Ausgerechnet ein Cowboy, die heteronormativste Figur der Filmgeschichte, dient Ezra Šimek als Verkörperung einer traumartigen Held*innenreise hin zu einem sich verflüssigenden Geschlechterbild. Statt wilde Pistolenduelle auszutragen, vereint sich dieser Cowboy mit einer Hexe, und gemeinsam begraben sie und der Film traditionelle Geschlechterrollen und unterdrückende Weltmodelle.
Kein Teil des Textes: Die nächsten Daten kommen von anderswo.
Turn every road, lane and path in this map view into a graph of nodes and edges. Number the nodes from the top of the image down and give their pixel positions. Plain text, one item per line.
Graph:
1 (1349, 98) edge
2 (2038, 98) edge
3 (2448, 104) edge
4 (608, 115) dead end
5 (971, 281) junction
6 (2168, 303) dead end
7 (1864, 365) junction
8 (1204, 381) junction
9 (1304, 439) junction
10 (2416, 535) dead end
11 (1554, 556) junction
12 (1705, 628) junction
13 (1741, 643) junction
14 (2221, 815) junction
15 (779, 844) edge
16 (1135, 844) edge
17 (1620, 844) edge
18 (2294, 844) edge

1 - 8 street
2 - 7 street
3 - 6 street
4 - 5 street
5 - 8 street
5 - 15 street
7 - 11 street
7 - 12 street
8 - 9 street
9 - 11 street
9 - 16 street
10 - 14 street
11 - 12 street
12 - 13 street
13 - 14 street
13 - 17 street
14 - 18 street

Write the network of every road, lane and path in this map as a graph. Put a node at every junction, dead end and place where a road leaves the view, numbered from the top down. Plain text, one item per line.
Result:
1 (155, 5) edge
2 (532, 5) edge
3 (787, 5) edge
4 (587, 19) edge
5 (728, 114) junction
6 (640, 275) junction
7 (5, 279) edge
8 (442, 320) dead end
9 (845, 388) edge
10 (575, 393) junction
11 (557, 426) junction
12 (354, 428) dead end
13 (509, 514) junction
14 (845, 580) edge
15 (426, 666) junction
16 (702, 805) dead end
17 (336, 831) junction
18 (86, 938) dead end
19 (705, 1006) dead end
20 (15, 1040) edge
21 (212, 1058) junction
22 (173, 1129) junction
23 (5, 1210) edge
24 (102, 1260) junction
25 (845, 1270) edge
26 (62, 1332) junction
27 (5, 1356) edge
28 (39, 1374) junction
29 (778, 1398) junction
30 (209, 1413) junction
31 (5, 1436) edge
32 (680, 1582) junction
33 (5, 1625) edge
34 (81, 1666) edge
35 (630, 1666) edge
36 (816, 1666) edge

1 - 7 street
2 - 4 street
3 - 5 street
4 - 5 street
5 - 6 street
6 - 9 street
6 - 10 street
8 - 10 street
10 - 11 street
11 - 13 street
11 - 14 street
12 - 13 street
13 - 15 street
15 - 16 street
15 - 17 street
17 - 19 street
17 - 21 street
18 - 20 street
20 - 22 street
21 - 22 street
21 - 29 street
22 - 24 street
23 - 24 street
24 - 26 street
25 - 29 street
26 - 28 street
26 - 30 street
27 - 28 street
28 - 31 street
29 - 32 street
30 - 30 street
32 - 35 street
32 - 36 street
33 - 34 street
Vor einigen Jahren machte der Begriff des Hybridfilms die Runde. Damit waren Filme gemeint, bei denen man nicht zwischen Dokumentation und Fiktion unterscheiden kann. Joyful Flame liefert eine gänzlich neue, genderpolitische Lesart des Begriffs. Die Arbeit wählt ausgerechnet und ganz bewusst das heteronormative Genre des Westerns, um ein sich langsam verflüssigendes Geschlechterbild zu erforschen. Ezra Šimek wandelt dabei selbst somnambul als Cowboy* durch eine naturbelassene Welt, doch nichts läuft hier auf Pistolengefuchtel oder ein finales Duell hinaus. Stattdessen gibt sich in traumartigen Sequenzen nach und nach eine Identität zu erkennen, die den Trans*-Vagabunden schließlich mit einer Hexe vereint. Gemeinsam begraben sie und der Film traditionelle Geschlechterrollen und unterdrückende Weltmodelle.